Problem details
Write down each entry precisely as given.

Data in this exercise
[Start of Attachment]

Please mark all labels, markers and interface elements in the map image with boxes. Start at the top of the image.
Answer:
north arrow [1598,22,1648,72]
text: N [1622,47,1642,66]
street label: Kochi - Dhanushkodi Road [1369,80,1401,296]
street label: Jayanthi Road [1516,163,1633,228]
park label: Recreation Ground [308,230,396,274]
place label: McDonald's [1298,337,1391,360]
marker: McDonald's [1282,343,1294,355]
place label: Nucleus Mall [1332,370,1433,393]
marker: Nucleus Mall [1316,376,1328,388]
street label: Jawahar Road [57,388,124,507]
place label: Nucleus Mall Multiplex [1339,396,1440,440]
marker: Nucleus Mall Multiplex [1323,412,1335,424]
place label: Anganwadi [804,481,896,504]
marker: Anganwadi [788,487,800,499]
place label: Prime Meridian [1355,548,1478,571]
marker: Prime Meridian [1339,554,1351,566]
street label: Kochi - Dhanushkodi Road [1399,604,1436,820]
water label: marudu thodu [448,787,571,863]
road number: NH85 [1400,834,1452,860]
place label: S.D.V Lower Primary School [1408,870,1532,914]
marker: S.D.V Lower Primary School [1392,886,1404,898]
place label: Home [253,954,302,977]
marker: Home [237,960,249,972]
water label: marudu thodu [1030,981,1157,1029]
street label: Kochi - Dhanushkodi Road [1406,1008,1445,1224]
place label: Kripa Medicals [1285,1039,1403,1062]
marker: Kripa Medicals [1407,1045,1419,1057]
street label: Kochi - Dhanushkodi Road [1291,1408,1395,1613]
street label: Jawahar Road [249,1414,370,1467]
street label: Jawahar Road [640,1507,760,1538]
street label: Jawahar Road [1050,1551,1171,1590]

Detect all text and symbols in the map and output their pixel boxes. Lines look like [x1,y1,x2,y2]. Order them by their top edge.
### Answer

[End of Attachment]

Reply to the task
Please mark all labels, markers and interface elements in the map image with boxes. Start at the top of the image.
Answer:
north arrow [1598,22,1648,72]
text: N [1622,47,1642,66]
street label: Kochi - Dhanushkodi Road [1369,80,1401,296]
street label: Jayanthi Road [1516,163,1633,228]
park label: Recreation Ground [308,230,396,274]
place label: McDonald's [1298,337,1391,360]
marker: McDonald's [1282,343,1294,355]
place label: Nucleus Mall [1332,370,1433,393]
marker: Nucleus Mall [1316,376,1328,388]
street label: Jawahar Road [57,388,124,507]
place label: Nucleus Mall Multiplex [1339,396,1440,440]
marker: Nucleus Mall Multiplex [1323,412,1335,424]
place label: Anganwadi [804,481,896,504]
marker: Anganwadi [788,487,800,499]
place label: Prime Meridian [1355,548,1478,571]
marker: Prime Meridian [1339,554,1351,566]
street label: Kochi - Dhanushkodi Road [1399,604,1436,820]
water label: marudu thodu [448,787,571,863]
road number: NH85 [1400,834,1452,860]
place label: S.D.V Lower Primary School [1408,870,1532,914]
marker: S.D.V Lower Primary School [1392,886,1404,898]
place label: Home [253,954,302,977]
marker: Home [237,960,249,972]
water label: marudu thodu [1030,981,1157,1029]
street label: Kochi - Dhanushkodi Road [1406,1008,1445,1224]
place label: Kripa Medicals [1285,1039,1403,1062]
marker: Kripa Medicals [1407,1045,1419,1057]
street label: Kochi - Dhanushkodi Road [1291,1408,1395,1613]
street label: Jawahar Road [249,1414,370,1467]
street label: Jawahar Road [640,1507,760,1538]
street label: Jawahar Road [1050,1551,1171,1590]

Detect all text and symbols in the map and output their pixel boxes. Lines look like [x1,y1,x2,y2]. Order them by their top edge.
### Answer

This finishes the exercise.